Boosting State and Regional Economies
Biopharmaceutical companies collaborate with local research institutions across the country—including clinical research centers, university medical schools, hospitals, and foundations—to carry out clinical trials, providing patients access to potential new treatments as well as creating local jobs.
A PhRMA program called “Research in Your Backyard” helps to illustrate the impact trials have on communities around the country. Twenty state reports developed by the program have been released highlighting the biopharmaceutical economic impact on these communities through clinical trials.

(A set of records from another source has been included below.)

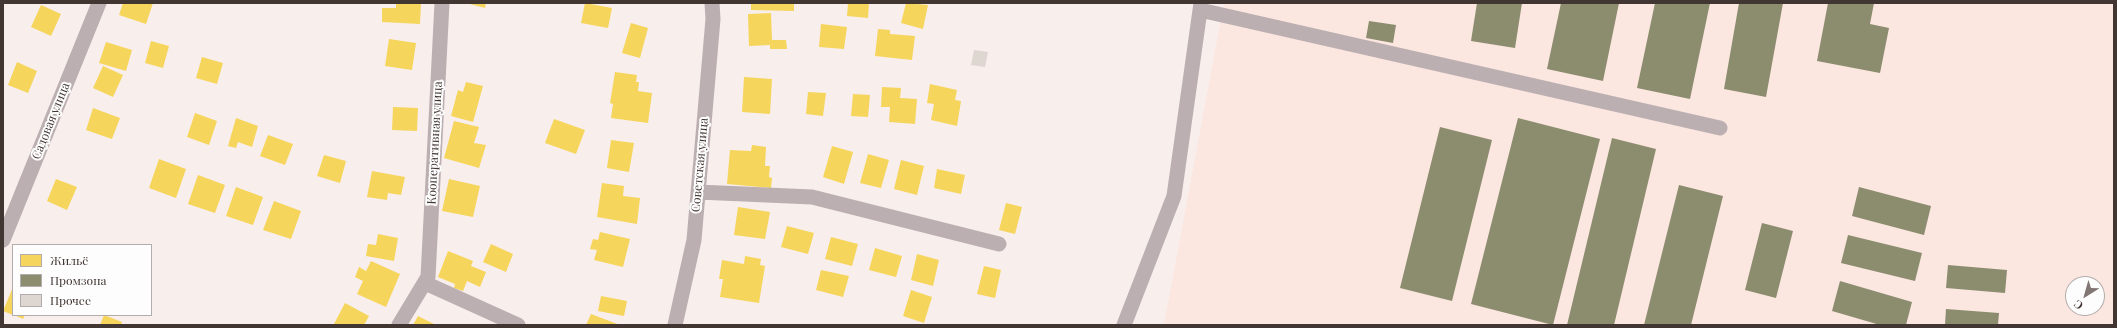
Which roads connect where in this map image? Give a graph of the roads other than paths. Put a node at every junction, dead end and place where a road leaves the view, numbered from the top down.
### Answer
1 (99, 3) edge
2 (442, 3) edge
3 (712, 3) edge
4 (1201, 6) edge
5 (1720, 128) dead end
6 (698, 192) junction
7 (3, 240) edge
8 (999, 244) dead end
9 (425, 283) junction
10 (399, 325) edge
11 (518, 325) edge
12 (675, 325) edge
13 (1124, 325) edge

1 - 7 street, Садовая улица
2 - 9 street, Кооперативная улица
3 - 6 street, Советская улица
4 - 5 street
4 - 13 street
6 - 8 street
6 - 12 street, Советская улица
9 - 10 street, Кооперативная улица
9 - 11 street

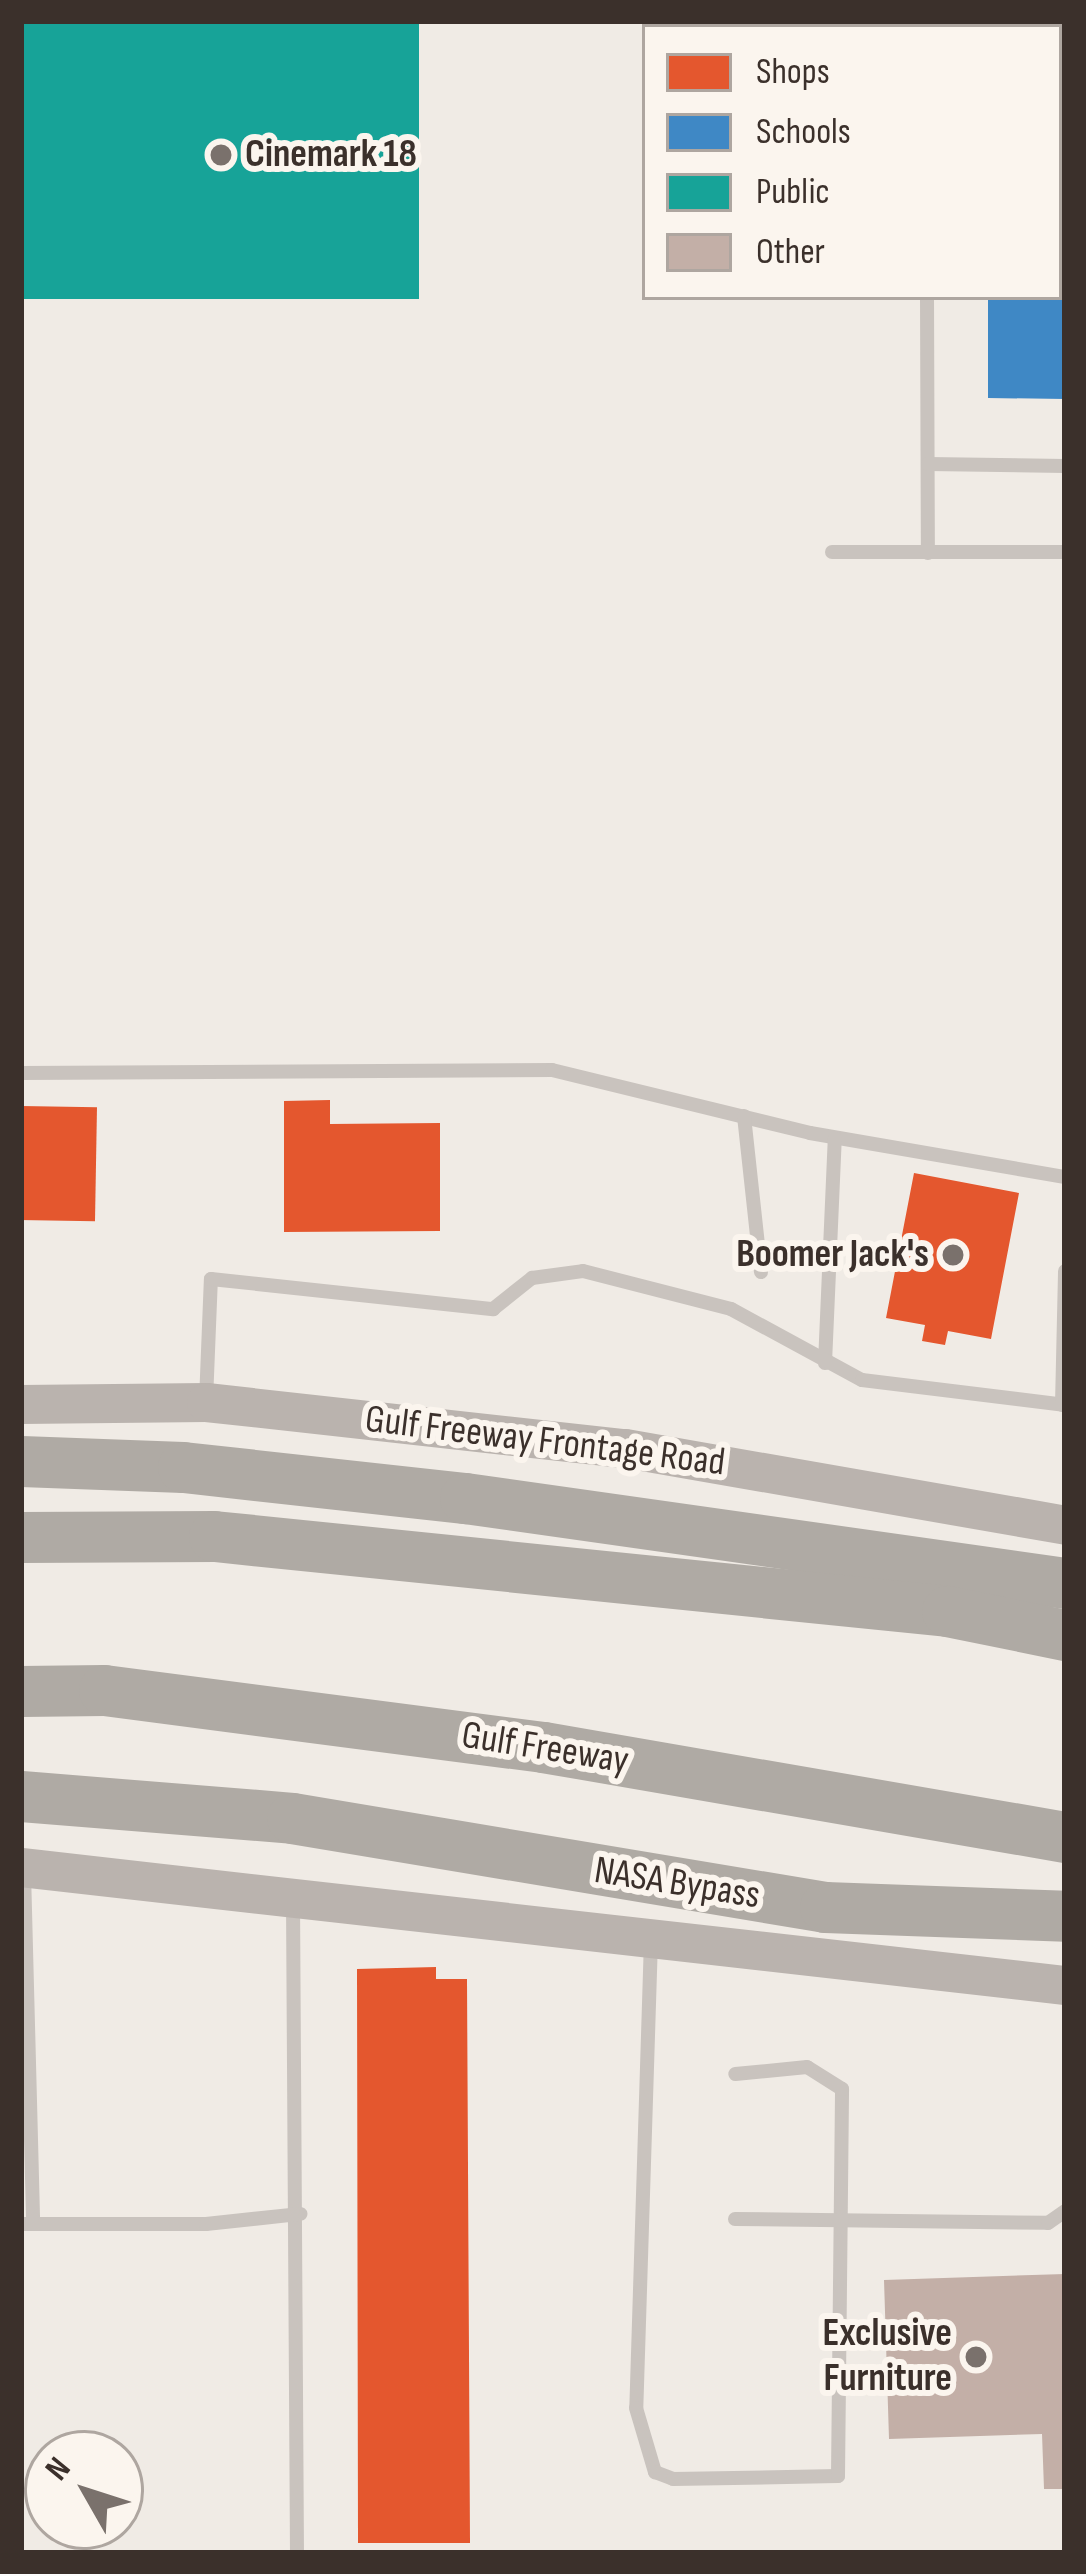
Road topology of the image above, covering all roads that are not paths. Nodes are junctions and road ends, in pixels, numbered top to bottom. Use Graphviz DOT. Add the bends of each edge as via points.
graph roads {
  1 [pos="927,300"];
  2 [pos="928,464"];
  3 [pos="1065,466"];
  4 [pos="832,552"];
  5 [pos="1065,552"];
  6 [pos="928,553"];
  7 [pos="21,1072"];
  8 [pos="744,1116"];
  9 [pos="835,1138"];
  10 [pos="1065,1177"];
  11 [pos="1065,1271"];
  12 [pos="761,1272"];
  13 [pos="825,1363"];
  14 [pos="206,1402"];
  15 [pos="21,1404"];
  16 [pos="1063,1405"];
  17 [pos="21,1461"];
  18 [pos="1065,1525"];
  19 [pos="21,1537"];
  20 [pos="1065,1583"];
  21 [pos="1065,1635"];
  22 [pos="21,1691"];
  23 [pos="21,1796"];
  24 [pos="1065,1837"];
  25 [pos="22,1867"];
  26 [pos="293,1896"];
  27 [pos="1065,1916"];
  28 [pos="651,1934"];
  29 [pos="1065,1984"];
  30 [pos="735,2074"];
  31 [pos="1065,2211"];
  32 [pos="300,2214"];
  33 [pos="735,2219"];
  34 [pos="841,2220"];
  35 [pos="27,2223"];
  36 [pos="297,2553"];
  1 -- 2 [label="lane"];
  2 -- 3 [label="lane"];
  2 -- 6 [label="lane"];
  4 -- 6 [label="lane"];
  5 -- 6 [label="lane"];
  7 -- 8 [label="lane" via="553,1070"];
  8 -- 9 [label="lane"];
  8 -- 12 [label="lane"];
  9 -- 10 [label="lane"];
  9 -- 13 [label="lane"];
  11 -- 16 [label="lane"];
  13 -- 14 [label="lane" via="731,1309 584,1270 532,1278 493,1309 211,1279"];
  13 -- 16 [label="lane" via="862,1380"];
  14 -- 15 [label="main road, Gulf Freeway Frontage Road"];
  14 -- 18 [label="main road, Gulf Freeway Frontage Road" via="625,1448"];
  17 -- 20 [label="highway" via="206,1469 835,1544"];
  19 -- 21 [label="highway" via="238,1538 947,1611"];
  22 -- 24 [label="highway, Gulf Freeway" via="104,1690 544,1747"];
  23 -- 27 [label="highway, NASA Bypass" via="292,1818 825,1907"];
  25 -- 26 [label="main road"];
  25 -- 35 [label="lane"];
  26 -- 28 [label="main road"];
  26 -- 32 [label="lane"];
  28 -- 29 [label="main road"];
  28 -- 34 [label="lane" via="635,2408 656,2472 673,2480 838,2476"];
  30 -- 34 [label="lane" via="807,2067 842,2089"];
  31 -- 34 [label="lane" via="1048,2223"];
  32 -- 35 [label="lane" via="206,2224"];
  32 -- 36 [label="lane"];
  33 -- 34 [label="lane"];
}
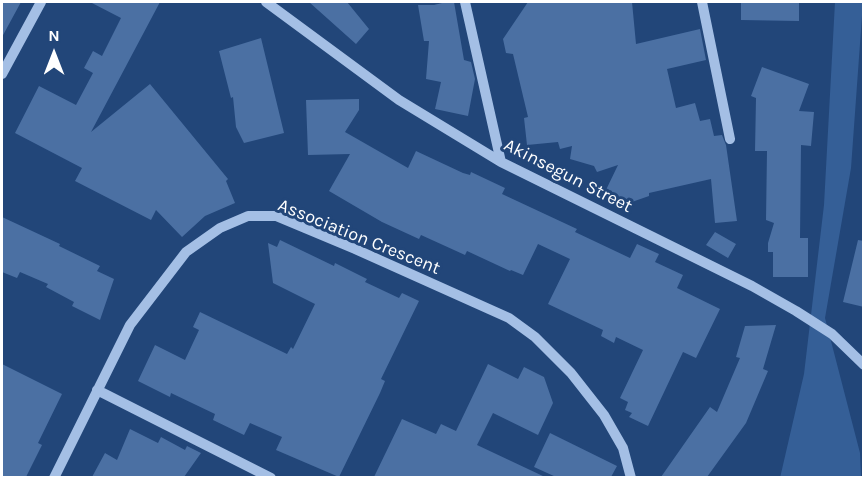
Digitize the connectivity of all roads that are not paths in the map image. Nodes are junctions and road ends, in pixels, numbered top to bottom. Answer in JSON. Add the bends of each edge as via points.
{"nodes":[{"id":1,"x":41,"y":2,"type":"edge"},
{"id":2,"x":266,"y":2,"type":"edge"},
{"id":3,"x":465,"y":2,"type":"edge"},
{"id":4,"x":702,"y":2,"type":"edge"},
{"id":5,"x":2,"y":74,"type":"edge"},
{"id":6,"x":730,"y":139,"type":"dead end"},
{"id":7,"x":501,"y":162,"type":"junction"},
{"id":8,"x":864,"y":365,"type":"edge"},
{"id":9,"x":97,"y":390,"type":"junction"},
{"id":10,"x":54,"y":477,"type":"edge"},
{"id":11,"x":271,"y":477,"type":"edge"},
{"id":12,"x":631,"y":477,"type":"edge"}],
"edges":[{"from":1,"to":5,"type":"street"},
{"from":2,"to":7,"type":"street","name":"Akinsegun Street","via":[[399,100]]},
{"from":3,"to":7,"type":"street"},
{"from":4,"to":6,"type":"street"},
{"from":7,"to":8,"type":"street","name":"Akinsegun Street","via":[[752,286],[832,334]]},
{"from":9,"to":10,"type":"street","name":"Association Crescent"},
{"from":9,"to":11,"type":"street"},
{"from":9,"to":12,"type":"street","name":"Association Crescent","via":[[130,325],[186,252],[220,228],[248,216],[276,216],[509,318],[535,337],[572,373],[604,415],[623,448]]}]}
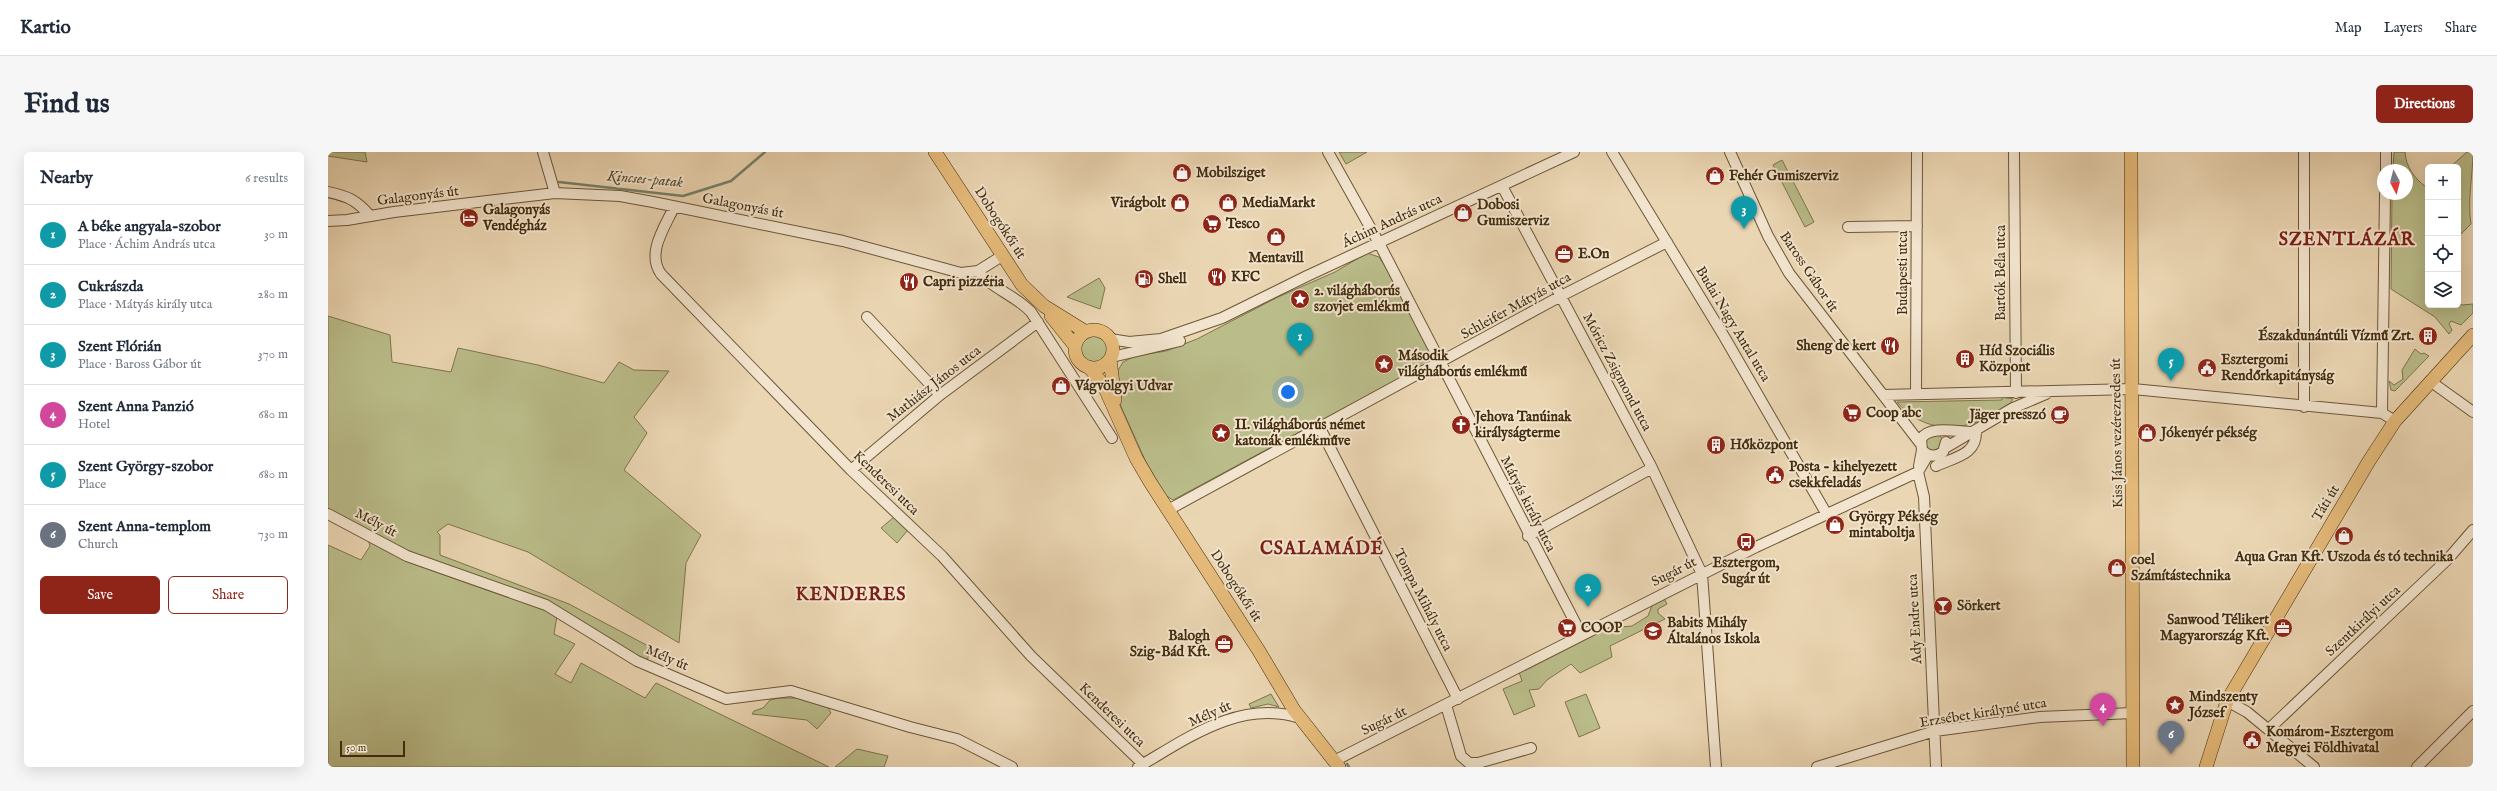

More broadly, the biopharmaceutical sector in the United States spurs economic activity and generates jobs across a whole range of sectors, from vendors and suppliers to the economic activity of its workforce. These benefits are felt far beyond individual biopharmaceutical companies and are built upon a robust foundation of innovation-led U.S. companies that sustain a diverse and large-scale supply chain for the development, production and distribution of treatments and cures to patients. Research from TEConomy provides estimates of this economic impact for the United States and all 50 states and the District of Columbia
Another aspect of the economic impact of medicines is their potential to improve productivity in the workplace through reduced absenteeism or disability leave, which benefits both individual patients and the economy as a whole. Several of the most common chronic conditions are estimated to have a combined cost to the economy of more than $1 trillion annually in lost productivity. Examples of improved productivity include:
Rheumatoid Arthritis: Researchers at the Integrated Benefits Institute found that high cost sharing for rheumatoid arthritis medications decreased adherence and led to increased incidence and longer duration of short-term disability leave. Researchers estimated that when workers with arthritis take their medication as directed, their lost productivity drops by 26 percent.
Chronic Conditions: Research shows that workers diagnosed with diabetes, hypertension, dyslipidemia, asthma or chronic obstructive pulmonary disease who are adherent to prescribed medicines were absent up to seven fewer days from work and used five fewer days of short-term disability compared with non-adherent workers.